Aiello observa que muito se fala sobre a saúde emocional da mãe que gesta e pouco daquelas que adotam. "Assim como a mãe biológica, a mãe via adoção precisa de rede de apoio e espaço para falar e elaborar o que era sua expectativa e a vida que ela tem agora. São muitas adaptações psicológicas, emocionais e sociais", diz a especialista.

A psicóloga Thamires Wanke, do Hospital Israelita Albert Einstein, concorda que, antes de adotar, é preciso se preparar e elencar os motivos para esse desejo. "Será que quero conseguir uma criança ou ter um filho? Pois são coisas distintas", pontua.

Ela diz que em toda adoção há uma história de rompimento precoce dos vínculos afetivos da família de origem e, por isso, a criança pode ter vivenciado um abandono ou algum tipo de violência. Assim, não é possível ignorar a história do adotado.

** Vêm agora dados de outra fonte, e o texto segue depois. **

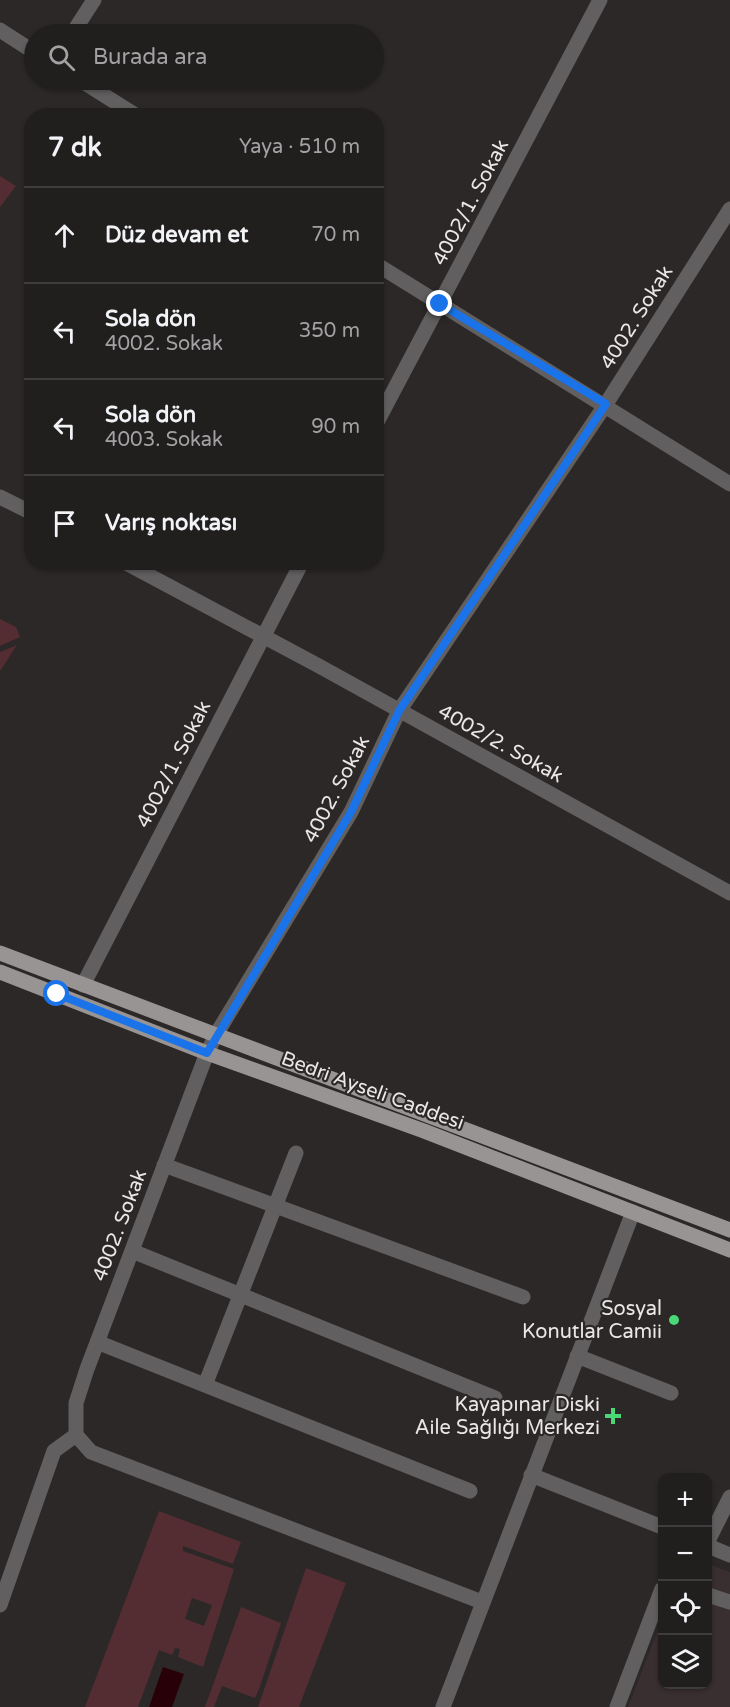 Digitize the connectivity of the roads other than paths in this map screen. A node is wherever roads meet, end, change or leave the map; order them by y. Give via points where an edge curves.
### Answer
1 (94, 0) edge
2 (600, 0) edge
3 (78, 24) edge
4 (0, 30) edge
5 (24, 46) edge
6 (96, 90) edge
7 (124, 108) edge
8 (730, 209) edge
9 (384, 269) edge
10 (440, 304) junction
11 (606, 404) junction
12 (384, 409) edge
13 (730, 484) edge
14 (0, 497) edge
15 (24, 509) edge
16 (139, 570) edge
17 (298, 570) edge
18 (263, 636) junction
19 (399, 711) junction
20 (730, 893) edge
21 (0, 953) edge
22 (0, 972) edge
23 (83, 985) junction
24 (217, 1033) junction
25 (207, 1053) junction
26 (296, 1153) dead end
27 (164, 1165) junction
28 (275, 1206) junction
29 (633, 1212) junction
30 (730, 1230) edge
31 (730, 1250) edge
32 (132, 1251) junction
33 (240, 1295) junction
34 (523, 1297) dead end
35 (97, 1342) junction
36 (577, 1356) junction
37 (205, 1385) junction
38 (671, 1393) dead end
39 (495, 1398) dead end
40 (76, 1435) junction
41 (531, 1475) junction
42 (470, 1491) dead end
43 (730, 1497) edge
44 (658, 1525) edge
45 (712, 1533) edge
46 (712, 1548) edge
47 (730, 1555) edge
48 (712, 1596) edge
49 (482, 1602) junction
50 (658, 1602) edge
51 (730, 1602) edge
52 (0, 1605) edge
53 (443, 1707) edge
54 (617, 1707) edge

1 - 3 street
2 - 10 street, 4002/1. Sokak
4 - 5 street
6 - 7 street
8 - 11 street, 4002. Sokak
9 - 10 street
10 - 11 street
10 - 12 street, 4002/1. Sokak
11 - 13 street
11 - 19 street, 4002. Sokak
14 - 15 street
16 - 18 street, 4002/2. Sokak
17 - 18 street, 4002/1. Sokak
18 - 19 street, 4002/2. Sokak
18 - 23 street, 4002/1. Sokak
19 - 20 street, 4002/2. Sokak
19 - 24 street, 4002. Sokak via 351,812
21 - 23 main road, Bedri Ayseli Caddesi
22 - 25 main road, Bedri Ayseli Caddesi
23 - 24 main road, Bedri Ayseli Caddesi
24 - 25 street, 4002. Sokak
24 - 30 main road, Bedri Ayseli Caddesi
25 - 27 street, 4002. Sokak
25 - 29 main road, Bedri Ayseli Caddesi
26 - 28 street
27 - 28 street
27 - 32 street, 4002. Sokak
28 - 33 street
28 - 34 street
29 - 31 main road, Bedri Ayseli Caddesi
29 - 36 street
32 - 33 street
32 - 35 street, 4002. Sokak
33 - 37 street
33 - 39 street
35 - 37 street
35 - 40 street, 4002. Sokak via 76,1403
36 - 38 street
36 - 41 street
37 - 42 street
40 - 49 street via 91,1452
40 - 52 street via 54,1451
41 - 44 street
41 - 49 street
43 - 45 street
46 - 47 street
48 - 51 street
49 - 53 street
50 - 54 street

"Ter filhos envolve desafios, sendo eles biológicos ou não. Cada um terá um tipo de desafio. Filhos não existem para cumprir nossas expectativas e nossos desejos. É importante saber disso", indica.

A psicóloga afirma que sem a ajuda e o preparo necessário, muitas mães podem desistir da maternidade e a criança sofrer um novo abandono. "Cuidar da saúde mental das mães é também proteger e garantir direitos a essas crianças".

Um estudo brasileiro publicado em 2021 mostrou como a saúde mental de mães e pais adotivos está associada à desistência da adoção, podendo gerar traumas e um novo abandono. A pesquisa feita pelo Núcleo de Pesquisa e Intervenção em Famílias com Bebês e Crianças da UFRGS (Universidade Federal do Rio Grande do Sul) indica que a insatisfação com a parentalidade pode contribuir para um colapso na adoção.

Falta de controle sobre a própria vida

As mães são unânimes em dizer que uma das dificuldades é, de uma hora para outra, não ter mais controle de nada. Casada há 20 anos, a professora Paula Futada estava acostumada só com a vida do casal, viajando e com total controle do seu tempo.

Enquanto a maioria das pessoas espera adotar um bebê, ela imaginava que seria mãe de duas crianças por volta dos 4 ou 5 anos. Para sua surpresa, o filho Henrique chegou ainda bebê e após apenas três meses de espera.

"Achava que levaria mais de um ano para meu filho chegar. Meu telefone tocou e quando falaram que tinha um bebê, achei que estavam ligando para a Paula errada. Em uma semana, ele foi para casa e a gente não tinha nada preparado e eu estava num misto de sentimentos – da alegria ao desespero – ao ser mãe de um bebê", conta.

A psicoterapeuta do Einstein diz que as mães, assim como os pais, podem precisar de ajuda profissional para enfrentar os primeiros momentos da forma mais saudável possível. "Existe um processo de adaptação da criança com a família e da família com a criança e não se encerra logo. É preciso que haja um espaço afetivo para um receber o outro", afirma.